Mengenal Pasar Tradisonal

Sabtu, 15/07/2023 - 14:17
Ilustrasi lukisan mengenai pasar tradisonal Indonesia: Pinterst

Ilustrasi lukisan mengenai pasar tradisonal Indonesia: Pinterst

Oleh : Achmad Sajidan

Klikwarta.com - Indonesia memliki banyak rempah-rempah, mayoritas pekerjaan di Indonesia nelayan dan petani. Pagi hingga petang mereka lalui untuk mencari sedikit rezeki untuk keluarga. Hujan badai bukan masalah bagi mereka, supaya anak menjadi orang yang berguna. Hasil yang mereka dapat di jualnya ke pasar terdekat atau mereka sendiri yang menjualnya. Pasar pastinya identik dengan kegiatan jual beli yang tidak lepas dalam kehidupan dunia.

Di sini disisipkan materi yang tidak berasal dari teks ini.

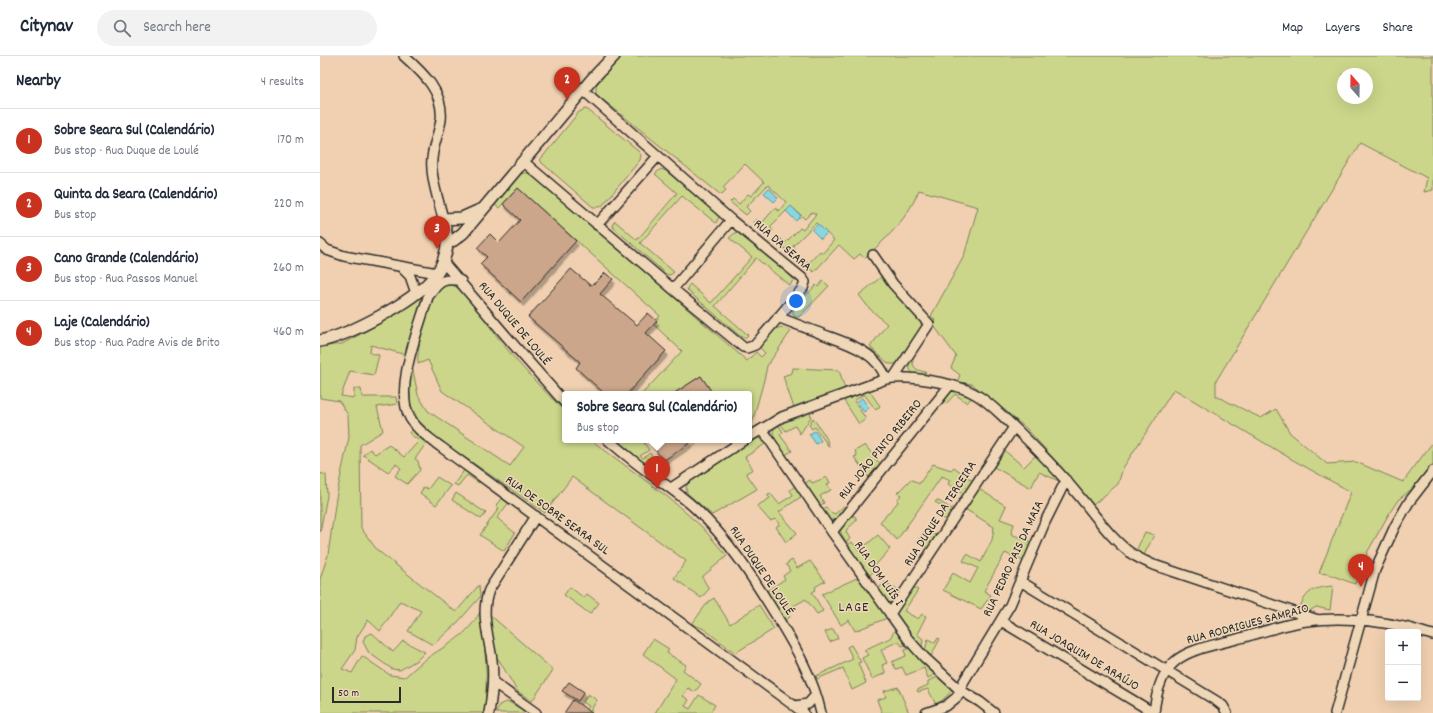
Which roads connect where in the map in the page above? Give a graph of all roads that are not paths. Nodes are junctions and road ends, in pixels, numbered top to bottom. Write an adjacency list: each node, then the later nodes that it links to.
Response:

Pasar tradisional menjadi penggerak perkembangan perekonomian penduduk. Dimana pasar dapat beroprasi secara optimal dalam melayani kebutuhan masyarakat. Pasar tradisonal yang ada di Indonesia juga terbilang tidak sedkit, ada sekitar 14 ribu unit pasar tradisional yang ada di Indoneisa berdasarkan Badan Pusat Statistik.

Variasi barang dagang dari pasar tradisonal terdiri dari sayuran, buah-buahan, ikan, daging dan berbagai macam hewan laut. Bahkan sebagian dari pasar mejual pakaian, perlengkapan sekolah, olahraga dan masih banyak lainnya yang menjadi kebutuhan setiap harinya.

Dari segi waktu juga bervariasi tergantung capat lama barang dagangannya abis. Pagi-pagi buta mereka pasti sudah stand by di meja dagangannya dengan menunggu pembeli berdatangan satu per satu.

Biasanya pasar indentik dengan kata kotor, bau, becek bahkan kemacetan. Kondisi ini membuat sebagian orang pergi ke pasar modern yang dimana barang yang dijual sudah di bungkus dan kebalikan dari pasar tradisional.

Walaupun begitu pasar tradisional tidak pernah sepi, malahan menjadi tempat yang disukai sebagian besar masyarakat. Faktanya pasar traadisional menyediakan harga yang murah dan masih bisa tawar-menawar.

Pedagang di pasar tradisonal juga terbilang sagatlah ramah, dan kedekatan antara penjual dan pembeli lebih terasa. Pasar mereupakan tempat intrasi sosial yang sangat hangat dimana kita tidak saling mengenal dalam waktu singkat saling berbincang.

Pastinya kita tidak penah melihat pasar sepi yang namanya pengunjug maupun barang dagangannya. Tiap harinya pasti pengunjung berdatangan yang mana tiap harinya bertambah. Berbicara mengenai kemacetan pastinya kita sudah tahu. Hal itu biasanya disebabkan banyak keluar masuk mobil atau truk pengantar barang.

Faktanya banyak pengendara motor yang sering melawan arus jalan sehingga menyebabkan kemacetan yang tidak dapat dikendalikan. Pengendara motor juga banyak yang berhenti di pinggiran pasar. Hal ini biasanya disebabkan karena malas mengeluarkan uang untuk membayar parkiran di dalam pasar.